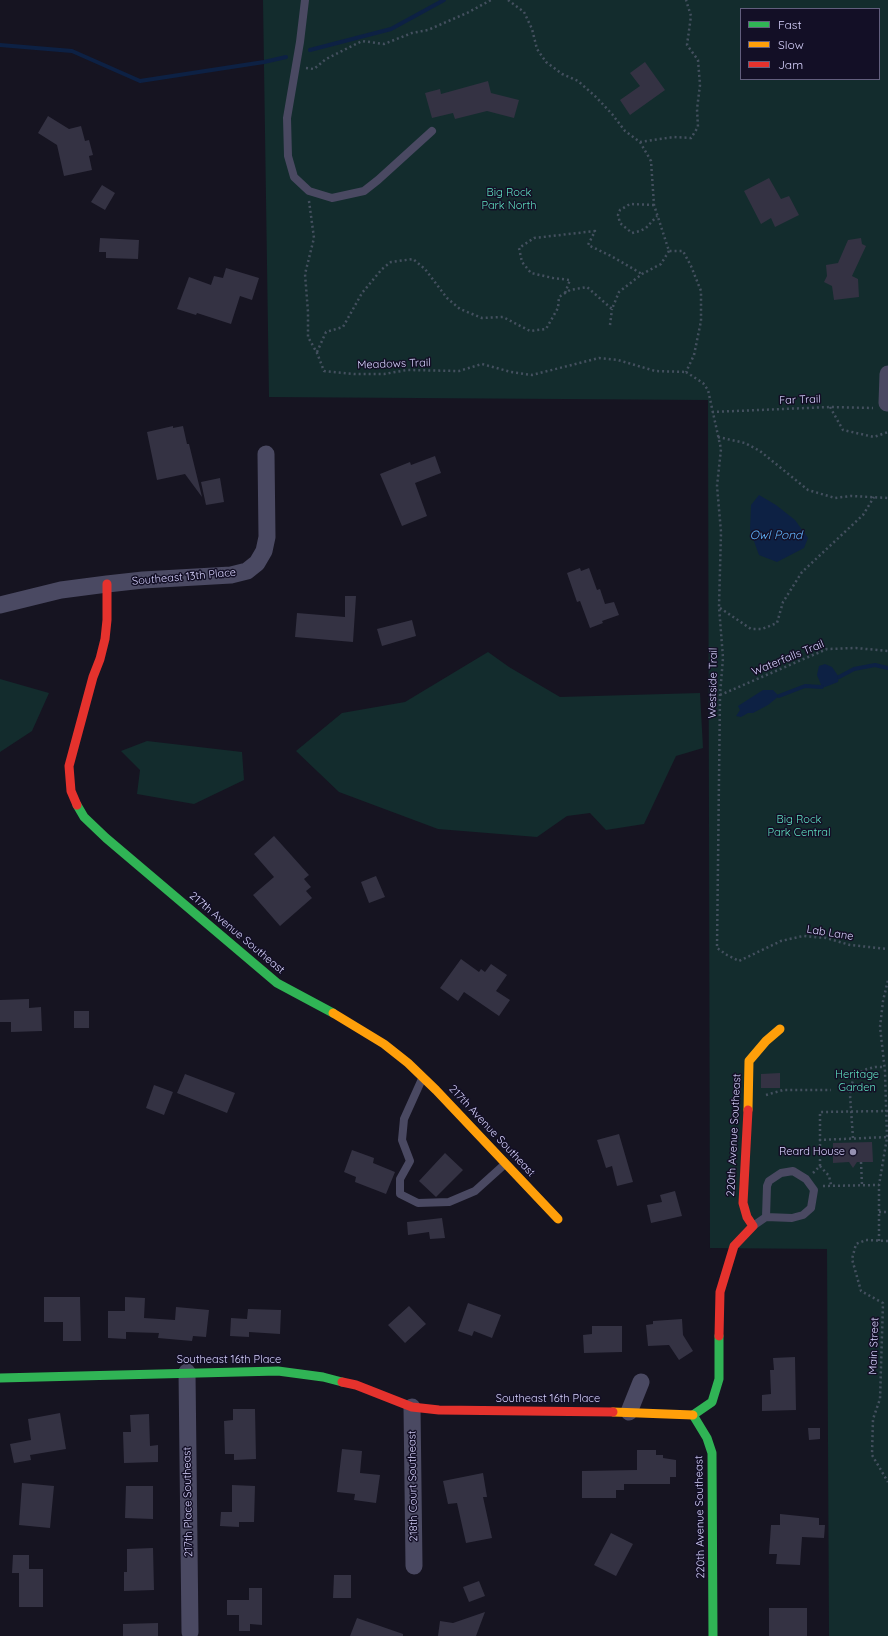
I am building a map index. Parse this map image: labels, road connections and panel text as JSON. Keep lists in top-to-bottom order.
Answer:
{
  "streets": {
    "street": [
      "Southeast 13th Place",
      "217th Avenue Southeast",
      "220th Avenue Southeast",
      "Southeast 16th Place",
      "218th Court Southeast",
      "217th Place Southeast"
    ],
    "path": [
      "Meadows Trail",
      "Far Trail",
      "Waterfalls Trail",
      "Westside Trail",
      "Lab Lane",
      "Main Street"
    ]
  },
  "crossings": [
    ["Meadows Trail", "Westside Trail"],
    ["Far Trail", "Westside Trail"],
    ["Southeast 13th Place", "217th Avenue Southeast"],
    ["Waterfalls Trail", "Westside Trail"],
    ["Westside Trail", "Lab Lane"],
    ["220th Avenue Southeast", "Southeast 16th Place"],
    ["Southeast 16th Place", "218th Court Southeast"],
    ["Southeast 16th Place", "217th Place Southeast"]
  ],
  "water": ["Owl Pond"],
  "parks": ["Big Rock Park North", "Big Rock Park Central", "Heritage Garden"],
  "places": ["Reard House"],
  "legend": ["Fast", "Slow", "Jam"]
}
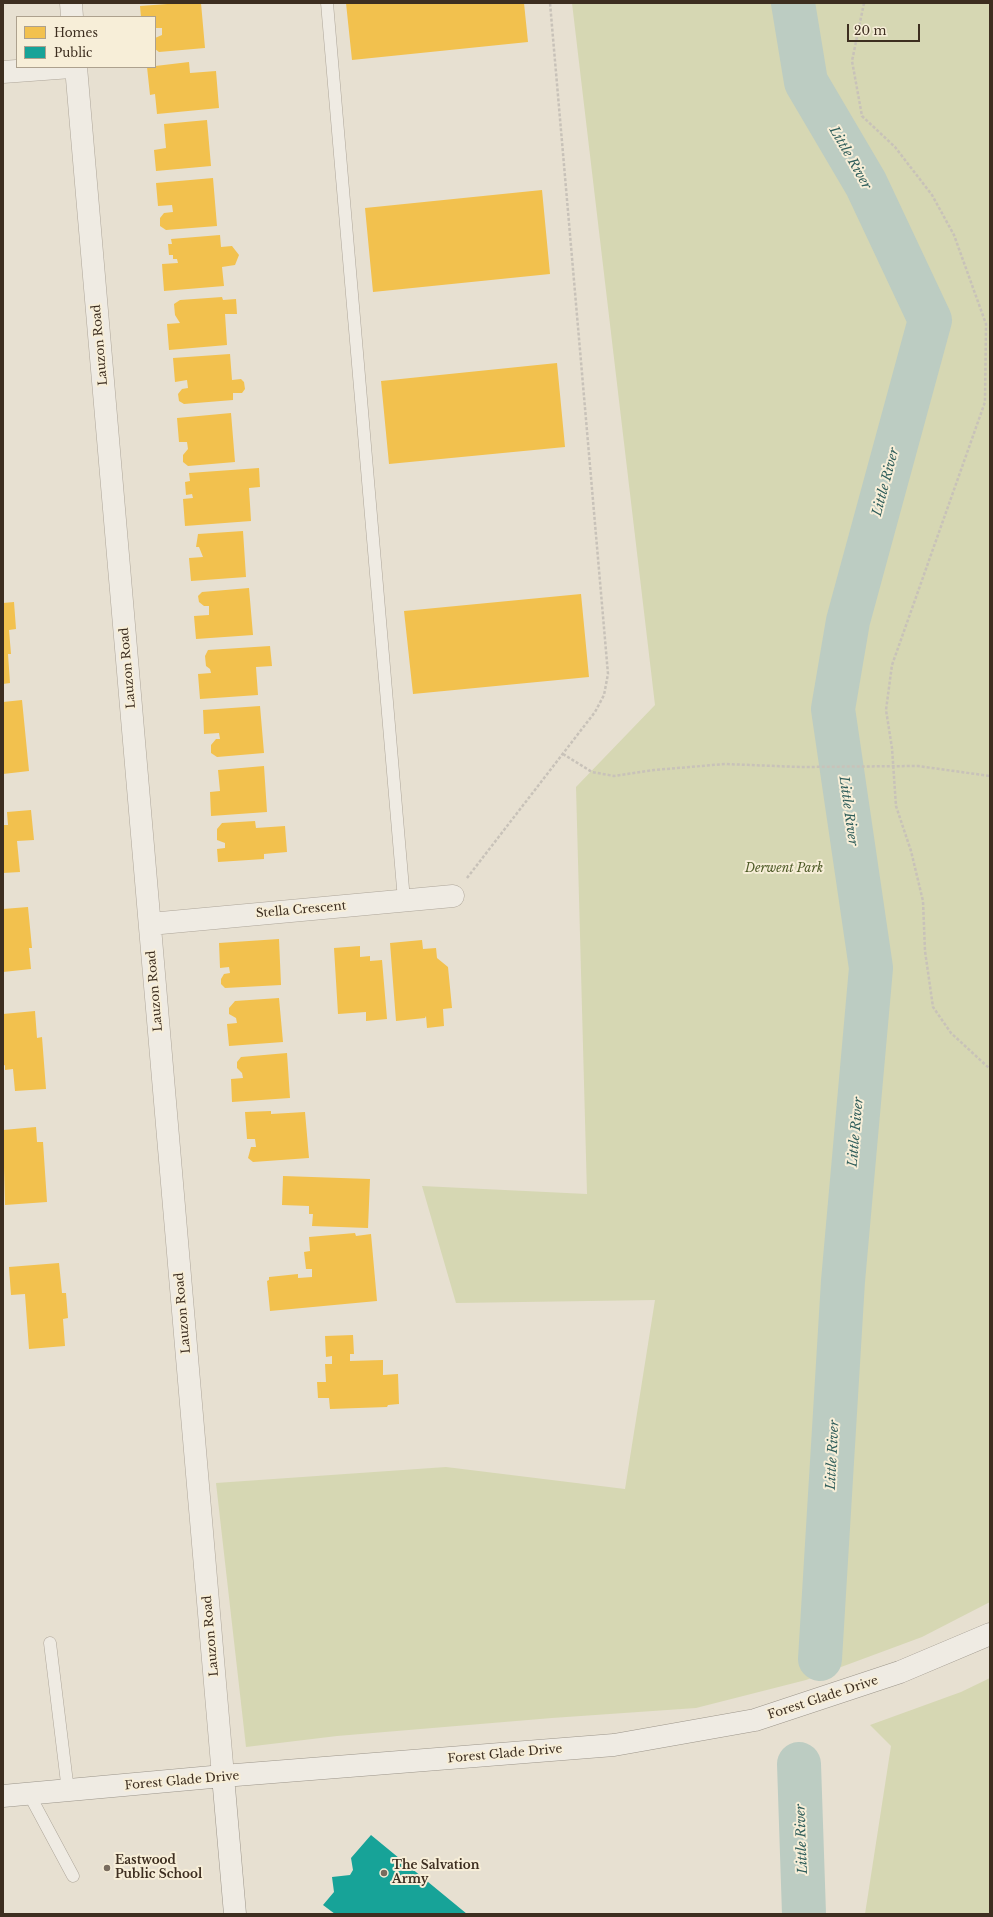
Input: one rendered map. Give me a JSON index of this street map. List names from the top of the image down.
{
  "streets": {
    "street": ["Lauzon Road", "Stella Crescent", "Forest Glade Drive"]
  },
  "crossings": [
    ["Lauzon Road", "Stella Crescent"],
    ["Lauzon Road", "Forest Glade Drive"]
  ],
  "water": ["Little River"],
  "parks": ["Derwent Park"],
  "places": ["Eastwood Public School", "The Salvation Army"],
  "legend": ["Homes", "Public"],
  "scale_bar": "20 m"
}
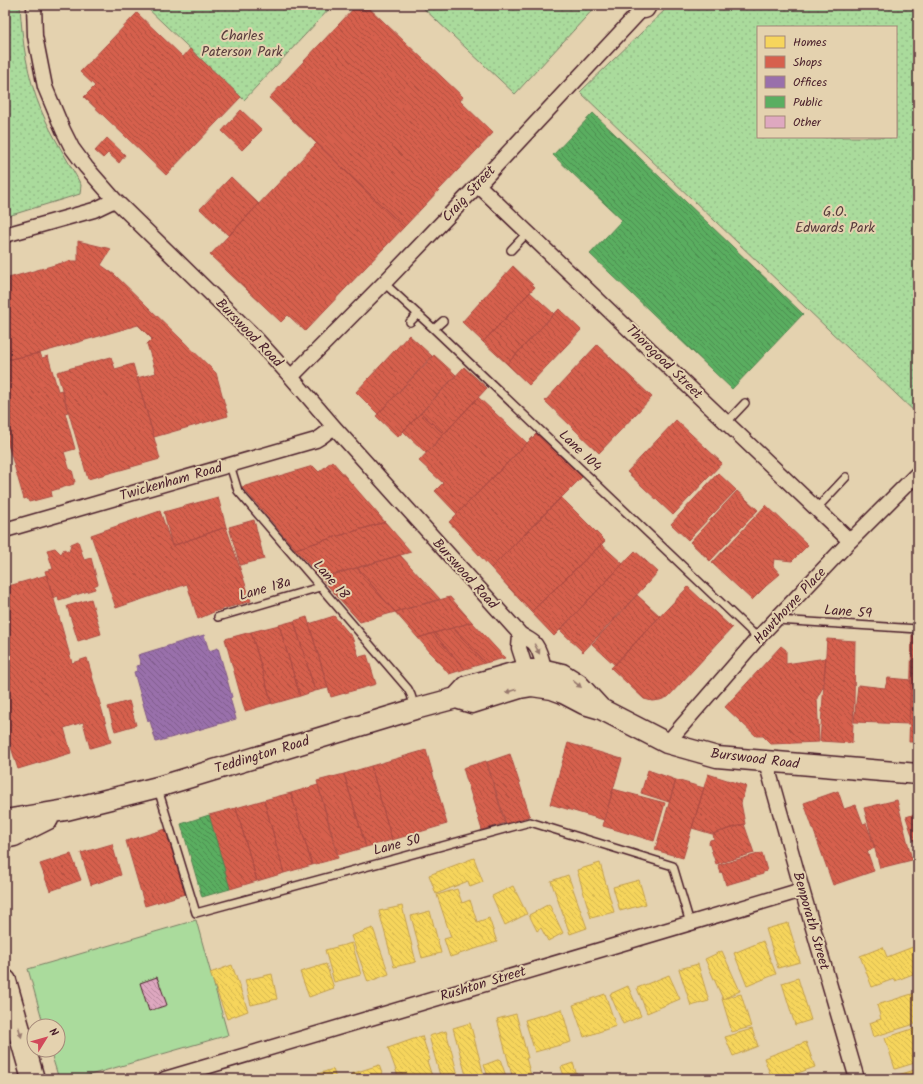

* Brief
Your task is to repeat the listing exactly while omitting its pictures.

* Problem solution
I am building a map index. Parse this map image: labels, road connections and panel text as JSON. Keep lists in top-to-bottom order.
Answer:
{
  "streets": {
    "street": [
      "Southeast 13th Place",
      "217th Avenue Southeast",
      "220th Avenue Southeast",
      "Southeast 16th Place",
      "218th Court Southeast",
      "217th Place Southeast"
    ],
    "path": [
      "Meadows Trail",
      "Far Trail",
      "Waterfalls Trail",
      "Westside Trail",
      "Lab Lane",
      "Main Street"
    ]
  },
  "crossings": [
    ["Meadows Trail", "Westside Trail"],
    ["Far Trail", "Westside Trail"],
    ["Southeast 13th Place", "217th Avenue Southeast"],
    ["Waterfalls Trail", "Westside Trail"],
    ["Westside Trail", "Lab Lane"],
    ["220th Avenue Southeast", "Southeast 16th Place"],
    ["Southeast 16th Place", "218th Court Southeast"],
    ["Southeast 16th Place", "217th Place Southeast"]
  ],
  "water": ["Owl Pond"],
  "parks": ["Big Rock Park North", "Big Rock Park Central", "Heritage Garden"],
  "places": ["Reard House"],
  "legend": ["Fast", "Slow", "Jam"]
}
Input: one rendered map. Give me a JSON index of this street map. List names from the top of the image down.
{
  "streets": {
    "street": ["Lauzon Road", "Stella Crescent", "Forest Glade Drive"]
  },
  "crossings": [
    ["Lauzon Road", "Stella Crescent"],
    ["Lauzon Road", "Forest Glade Drive"]
  ],
  "water": ["Little River"],
  "parks": ["Derwent Park"],
  "places": ["Eastwood Public School", "The Salvation Army"],
  "legend": ["Homes", "Public"],
  "scale_bar": "20 m"
}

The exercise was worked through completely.